Instructions to follow:
Take the entries below and retype them exactly.

Stored data entries:
==*==
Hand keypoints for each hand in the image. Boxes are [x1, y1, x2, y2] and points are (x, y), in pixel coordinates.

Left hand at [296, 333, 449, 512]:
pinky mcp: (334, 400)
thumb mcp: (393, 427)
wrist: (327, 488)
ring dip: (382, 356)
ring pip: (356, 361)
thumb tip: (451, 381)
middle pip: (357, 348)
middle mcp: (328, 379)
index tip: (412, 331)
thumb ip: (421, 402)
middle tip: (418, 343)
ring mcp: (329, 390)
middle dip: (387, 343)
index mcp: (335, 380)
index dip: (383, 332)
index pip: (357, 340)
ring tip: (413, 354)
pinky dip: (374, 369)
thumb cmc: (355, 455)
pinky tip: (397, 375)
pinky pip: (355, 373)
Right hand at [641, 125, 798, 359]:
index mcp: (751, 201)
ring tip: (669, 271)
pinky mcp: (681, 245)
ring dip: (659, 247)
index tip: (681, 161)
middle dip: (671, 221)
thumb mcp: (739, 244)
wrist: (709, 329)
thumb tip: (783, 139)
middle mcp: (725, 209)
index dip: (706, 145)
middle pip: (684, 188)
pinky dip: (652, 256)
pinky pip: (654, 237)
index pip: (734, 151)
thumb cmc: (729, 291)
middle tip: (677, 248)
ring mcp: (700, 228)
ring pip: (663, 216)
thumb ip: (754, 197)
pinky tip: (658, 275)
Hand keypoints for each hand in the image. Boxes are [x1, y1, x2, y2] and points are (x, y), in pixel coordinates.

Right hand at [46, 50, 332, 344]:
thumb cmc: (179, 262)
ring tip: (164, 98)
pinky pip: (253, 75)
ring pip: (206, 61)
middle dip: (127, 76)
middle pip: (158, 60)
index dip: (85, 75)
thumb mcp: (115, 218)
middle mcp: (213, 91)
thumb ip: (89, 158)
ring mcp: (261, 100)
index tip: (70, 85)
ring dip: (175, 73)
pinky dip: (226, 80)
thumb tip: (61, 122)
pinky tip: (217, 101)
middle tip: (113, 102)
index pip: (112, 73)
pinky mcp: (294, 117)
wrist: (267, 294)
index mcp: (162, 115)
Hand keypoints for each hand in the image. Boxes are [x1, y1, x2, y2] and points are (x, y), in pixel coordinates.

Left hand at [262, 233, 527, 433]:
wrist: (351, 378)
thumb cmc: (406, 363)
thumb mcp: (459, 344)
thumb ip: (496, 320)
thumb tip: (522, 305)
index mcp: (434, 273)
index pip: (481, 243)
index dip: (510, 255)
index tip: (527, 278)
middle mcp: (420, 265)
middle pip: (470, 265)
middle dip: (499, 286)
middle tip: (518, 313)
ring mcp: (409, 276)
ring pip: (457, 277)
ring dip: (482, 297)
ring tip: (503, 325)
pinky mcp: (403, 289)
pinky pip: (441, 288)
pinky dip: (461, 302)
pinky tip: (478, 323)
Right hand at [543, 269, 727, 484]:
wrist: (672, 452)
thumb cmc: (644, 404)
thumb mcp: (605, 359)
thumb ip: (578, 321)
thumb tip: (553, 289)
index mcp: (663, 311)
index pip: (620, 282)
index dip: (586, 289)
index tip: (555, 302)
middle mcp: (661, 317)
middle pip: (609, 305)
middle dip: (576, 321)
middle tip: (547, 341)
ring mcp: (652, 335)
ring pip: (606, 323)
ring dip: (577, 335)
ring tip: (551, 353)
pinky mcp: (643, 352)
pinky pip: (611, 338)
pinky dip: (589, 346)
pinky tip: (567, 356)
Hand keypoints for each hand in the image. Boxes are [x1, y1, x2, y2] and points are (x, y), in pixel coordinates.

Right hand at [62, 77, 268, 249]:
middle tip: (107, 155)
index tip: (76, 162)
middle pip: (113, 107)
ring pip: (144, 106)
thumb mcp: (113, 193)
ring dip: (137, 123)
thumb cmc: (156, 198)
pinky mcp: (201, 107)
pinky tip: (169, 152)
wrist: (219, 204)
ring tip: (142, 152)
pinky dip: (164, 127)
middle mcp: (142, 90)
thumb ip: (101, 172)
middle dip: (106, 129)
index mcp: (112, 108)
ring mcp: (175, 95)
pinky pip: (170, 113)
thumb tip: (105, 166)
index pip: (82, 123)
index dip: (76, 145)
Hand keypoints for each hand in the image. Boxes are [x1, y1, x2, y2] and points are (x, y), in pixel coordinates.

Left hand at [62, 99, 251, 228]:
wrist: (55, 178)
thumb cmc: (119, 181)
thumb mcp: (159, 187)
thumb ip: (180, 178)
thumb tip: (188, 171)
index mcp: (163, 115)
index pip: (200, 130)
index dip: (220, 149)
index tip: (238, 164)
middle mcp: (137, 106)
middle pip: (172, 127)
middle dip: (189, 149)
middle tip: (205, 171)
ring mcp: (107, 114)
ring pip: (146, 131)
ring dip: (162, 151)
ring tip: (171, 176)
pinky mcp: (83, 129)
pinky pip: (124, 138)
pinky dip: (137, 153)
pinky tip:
==*==
Written response:
Hand keypoints for each hand in the image. Boxes are [x1, y1, x2, y2] and points are (x, y), in pixel coordinates.

Left hand at [296, 333, 449, 512]:
pinky mcp: (334, 400)
thumb mcp: (393, 427)
wrist: (327, 488)
ring dip: (382, 356)
ring pip: (356, 361)
thumb tip: (451, 381)
middle pip: (357, 348)
middle mcp: (328, 379)
index tip: (412, 331)
thumb ip: (421, 402)
middle tip: (418, 343)
ring mcp: (329, 390)
middle dip: (387, 343)
index mcp: (335, 380)
index dip: (383, 332)
index pip: (357, 340)
ring tip: (413, 354)
pinky dip: (374, 369)
thumb cmc: (355, 455)
pinky tip: (397, 375)
pinky pip: (355, 373)
Right hand at [641, 125, 798, 359]:
index mcp: (751, 201)
ring tip: (669, 271)
pinky mcp: (681, 245)
ring dip: (659, 247)
index tip: (681, 161)
middle dip: (671, 221)
thumb mcp: (739, 244)
wrist: (709, 329)
thumb tip: (783, 139)
middle mcp: (725, 209)
index dip: (706, 145)
middle pip: (684, 188)
pinky dip: (652, 256)
pinky pip: (654, 237)
index pip: (734, 151)
thumb cmc: (729, 291)
middle tip: (677, 248)
ring mcp: (700, 228)
ring pip: (663, 216)
thumb ip: (754, 197)
pinky tip: (658, 275)
Hand keypoints for each hand in the image. Boxes are [x1, y1, x2, y2] and points are (x, y), in pixel coordinates.

Right hand at [46, 50, 332, 344]:
thumb cmc: (179, 262)
ring tip: (164, 98)
pinky pip: (253, 75)
ring pip: (206, 61)
middle dip: (127, 76)
middle pip: (158, 60)
index dip: (85, 75)
thumb mcp: (115, 218)
middle mcp: (213, 91)
thumb ip: (89, 158)
ring mcp: (261, 100)
index tip: (70, 85)
ring dip: (175, 73)
pinky dip: (226, 80)
thumb tip: (61, 122)
pinky tip: (217, 101)
middle tip: (113, 102)
index pip: (112, 73)
pinky mcp: (294, 117)
wrist: (267, 294)
index mcp: (162, 115)
Hand keypoints for each hand in the image. Boxes are [x1, y1, x2, y2] and points are (x, y), in pixel coordinates.

Left hand at [262, 233, 527, 433]:
wrist: (351, 378)
thumb cmc: (406, 363)
thumb mcp: (459, 344)
thumb ip: (496, 320)
thumb tip: (522, 305)
index mcp: (434, 273)
index pip: (481, 243)
index dip: (510, 255)
index tip: (527, 278)
middle mcp: (420, 265)
middle pip: (470, 265)
middle dip: (499, 286)
middle tip: (518, 313)
ring mcp: (409, 276)
ring pip: (457, 277)
ring dip: (482, 297)
ring tip: (503, 325)
pinky mcp: (403, 289)
pinky pip: (441, 288)
pinky dip: (461, 302)
pinky tip: (478, 323)
Right hand at [543, 269, 727, 484]:
wrist: (672, 452)
thumb cmc: (644, 404)
thumb mcp: (605, 359)
thumb ip: (578, 321)
thumb tip: (553, 289)
index mcp: (663, 311)
index pip: (620, 282)
index dip: (586, 289)
index tip: (555, 302)
middle mcp: (661, 317)
middle pip: (609, 305)
middle dip: (576, 321)
middle tip: (547, 341)
ring mcp: (652, 335)
ring pip: (606, 323)
ring dip: (577, 335)
ring tip: (551, 353)
pinky mcp: (643, 352)
pinky pip: (611, 338)
pinky dip: (589, 346)
pinky tip: (567, 356)
Hand keypoints for each hand in the image. Boxes are [x1, y1, x2, y2] and points are (x, y), in pixel coordinates.

Right hand at [62, 77, 268, 249]:
middle tip: (107, 155)
index tip: (76, 162)
middle pip: (113, 107)
ring pip: (144, 106)
thumb mcp: (113, 193)
ring dip: (137, 123)
thumb cmc: (156, 198)
pinky mcp: (201, 107)
pinky tip: (169, 152)
wrist: (219, 204)
ring tip: (142, 152)
pinky dip: (164, 127)
middle mcp: (142, 90)
thumb ip: (101, 172)
middle dip: (106, 129)
index mcp: (112, 108)
ring mcp: (175, 95)
pinky pip: (170, 113)
thumb tip: (105, 166)
index pip: (82, 123)
index dip: (76, 145)
Hand keypoints for each hand in the image. Boxes are [x1, y1, x2, y2] and points are (x, y), in pixel coordinates.

Left hand at [62, 99, 251, 228]:
wrist: (55, 178)
thumb cmc: (119, 181)
thumb mcp: (159, 187)
thumb ip: (180, 178)
thumb tip: (188, 171)
index mcp: (163, 115)
index pip: (200, 130)
index dip: (220, 149)
index tip: (238, 164)
middle mcp: (137, 106)
middle pip: (172, 127)
middle dip: (189, 149)
middle tip: (205, 171)
ring mcp: (107, 114)
ring pip: (146, 131)
ring dip: (162, 151)
ring tip: (171, 176)
pinky mcp: (83, 129)
pinky pip: (124, 138)
pinky dip: (137, 153)
pinky tip:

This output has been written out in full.